Three things strike me now about American national politics. One is the importance of the Senate for blocking policy change. Another is the Senate’s narrow partisan division. Then there are Missouri and Nevada, where the ranked-choice movement now heads.
This post suggests that one way to save the Republic — by which I mean create a Senate that can block policy change, should the next few elections not go very well — is to get Democratic voters to help elect anti-populist Republicans in key states.
In turn, that could require state Democratic parties to stand down in the respective elections — basically what we have seen in Alaska.
I am not saying that this strategy is good or bad. Nor am I commenting on long-term implications for democratic practice. It may be that there is no other choice.
I am reproducing here a Tweet thread from last week:
I expect a two-serious-candidate equilibrium, with ballot exhaustion driven by the supply of hopeless candidates.
The basic logic comes from Cox (1997). Winning-minded elites will be thinking about the IRV round when deciding whom to back in the “final five” round.
That means we need to think about the strategic context of an IRV election, which will ‘contaminate’ the first round.
What does a winning-minded-elite do in an IRV election? They get together with other winning-minded-elites and coordinate on the person most likely to win.
It turns out that humans have routinized such coordination. The general term for this is “political party.”
It follows that ‘resources’ will not flow to hopeless candidates, leading us straight back to two-party equilibrium. Or, in lopsided districts, two-faction equilibrium.

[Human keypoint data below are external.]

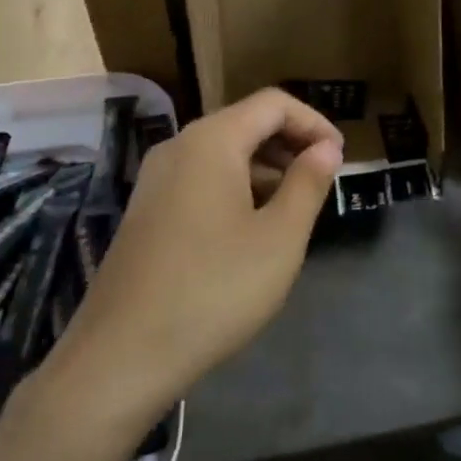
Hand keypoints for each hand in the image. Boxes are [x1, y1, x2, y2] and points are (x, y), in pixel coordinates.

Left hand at [41, 89, 343, 431]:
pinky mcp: (146, 211)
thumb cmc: (213, 290)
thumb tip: (326, 149)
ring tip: (294, 209)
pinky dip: (235, 188)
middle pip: (245, 124)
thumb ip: (307, 184)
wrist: (119, 357)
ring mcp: (156, 179)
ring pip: (222, 154)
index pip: (273, 104)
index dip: (313, 122)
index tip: (340, 158)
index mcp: (212, 140)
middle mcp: (179, 146)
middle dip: (290, 145)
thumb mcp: (279, 239)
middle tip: (322, 182)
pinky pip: (200, 180)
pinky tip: (251, 230)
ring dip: (264, 169)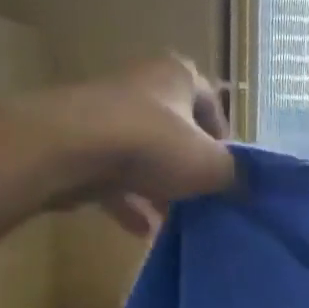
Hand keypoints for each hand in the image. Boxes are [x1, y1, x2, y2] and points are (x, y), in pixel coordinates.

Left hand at [21, 57, 236, 235]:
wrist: (63, 149)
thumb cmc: (151, 145)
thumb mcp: (211, 165)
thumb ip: (235, 176)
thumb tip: (245, 188)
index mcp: (178, 77)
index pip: (214, 105)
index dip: (225, 142)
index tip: (228, 173)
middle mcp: (141, 86)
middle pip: (176, 132)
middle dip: (190, 169)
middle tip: (202, 200)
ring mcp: (103, 114)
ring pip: (142, 155)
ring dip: (159, 188)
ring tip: (173, 220)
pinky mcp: (75, 143)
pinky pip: (110, 174)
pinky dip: (127, 201)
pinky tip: (142, 230)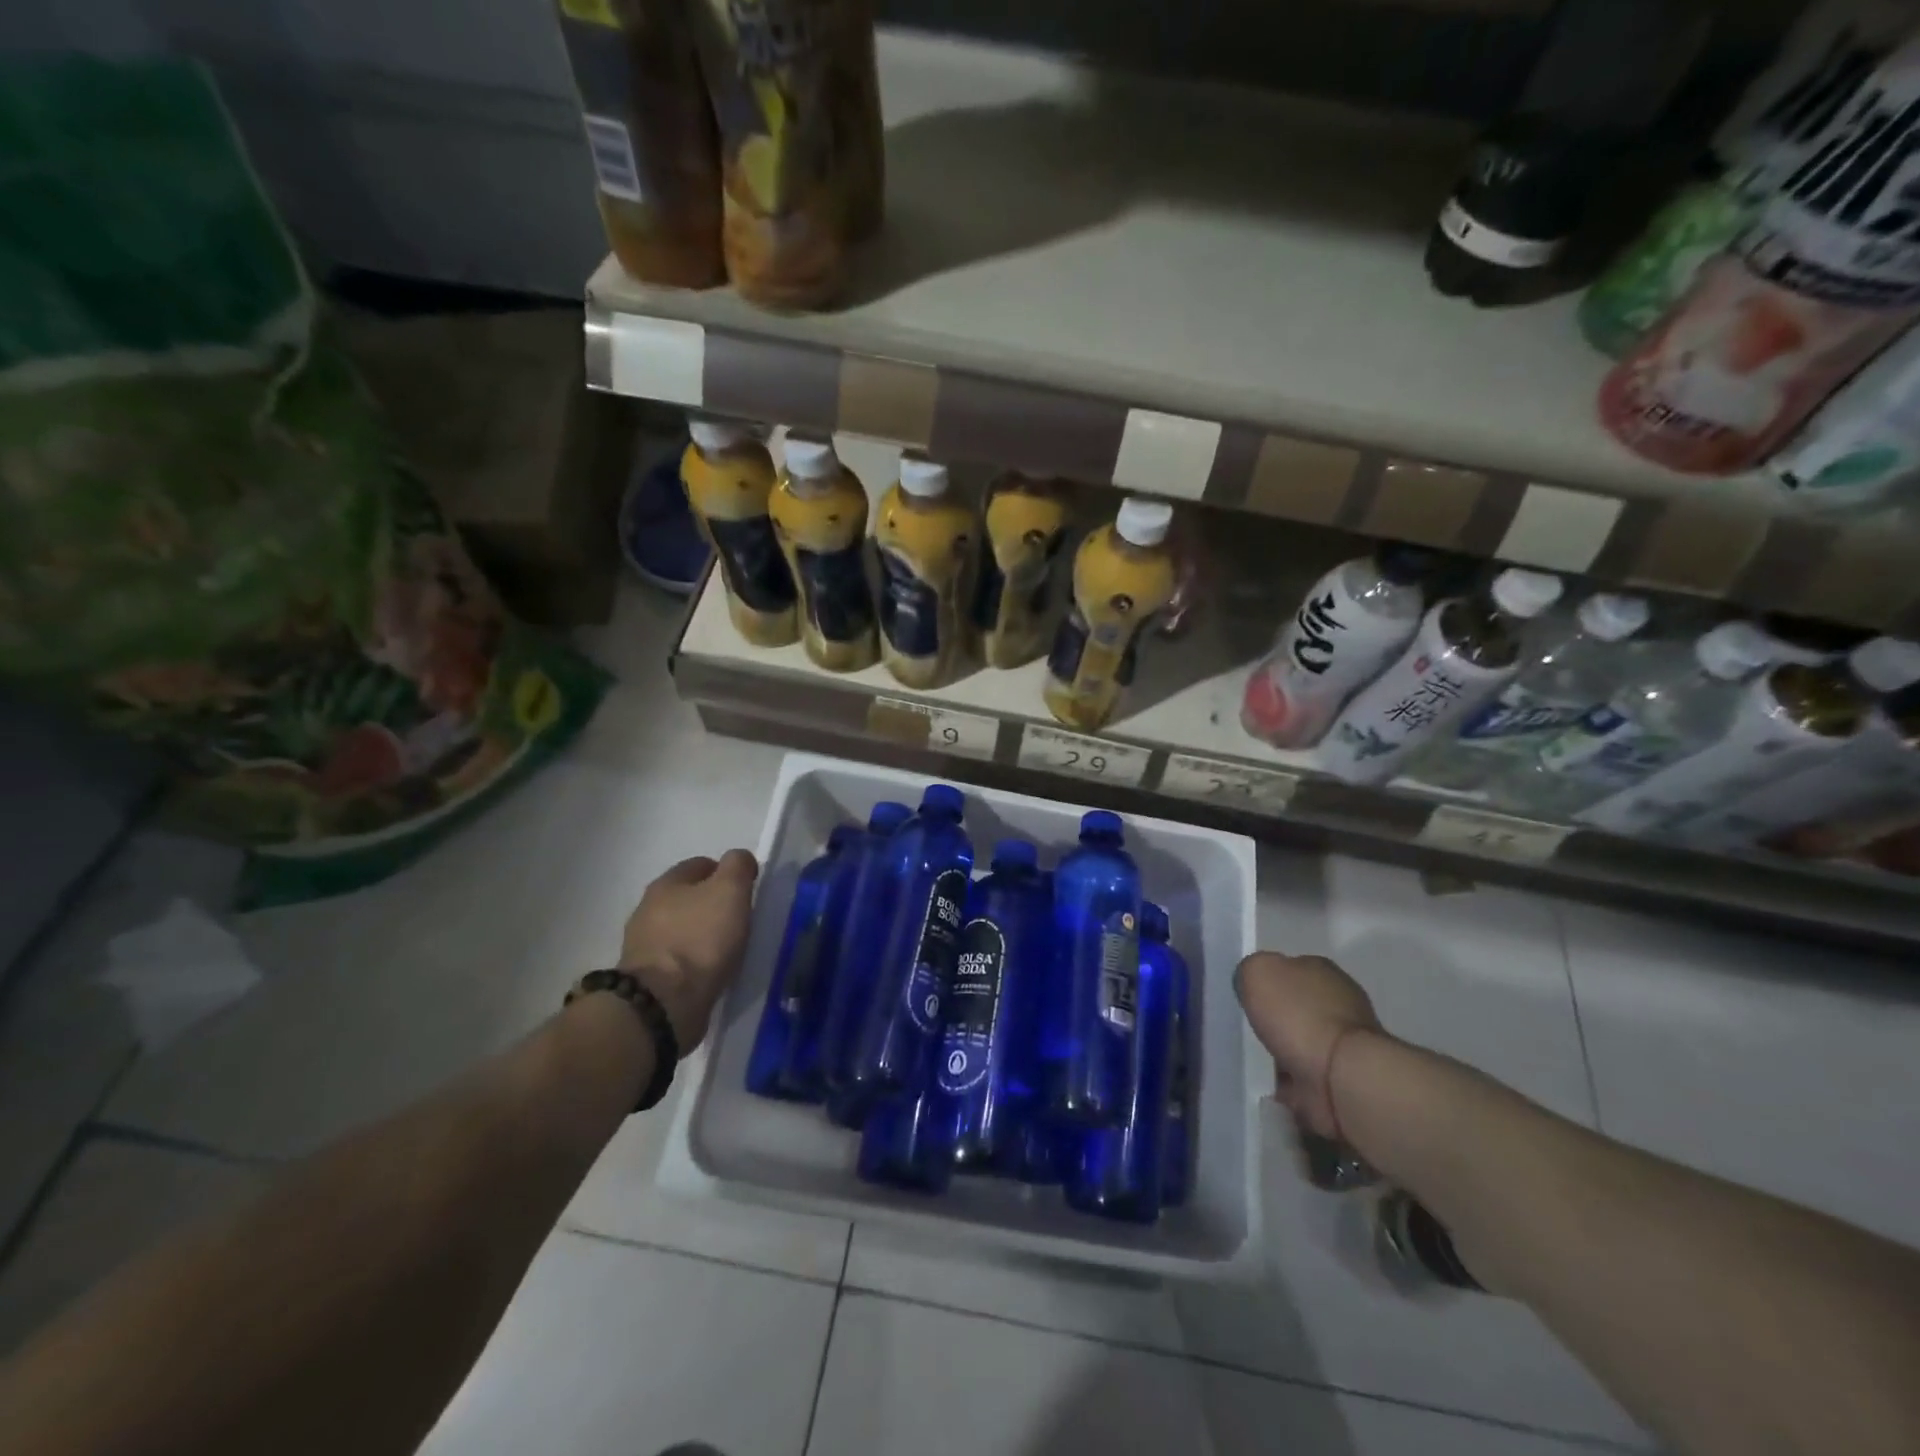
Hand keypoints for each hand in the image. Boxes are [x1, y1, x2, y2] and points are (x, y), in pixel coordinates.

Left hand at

I covered these issues in my Apr. 2021 review of The Politics Industry. That review included discussion of ‘nonpartisan IRV’ in a two-party-competitive city (Cleveland, 1913-19). TLDR: lots of ballot exhaustion, no independents elected.
People (like me) who oppose Final Five are aware of the dynamics above. Our worry, I think, is that all we’ll have done is weakened political parties even more.
You can’t get parties out of politics… but you can confuse voters in the short term…
…and we don’t know what the world would have looked like if all these nonpartisan elections had never been adopted. Small changes have big consequences… even if parties adapt to nonpartisan elections.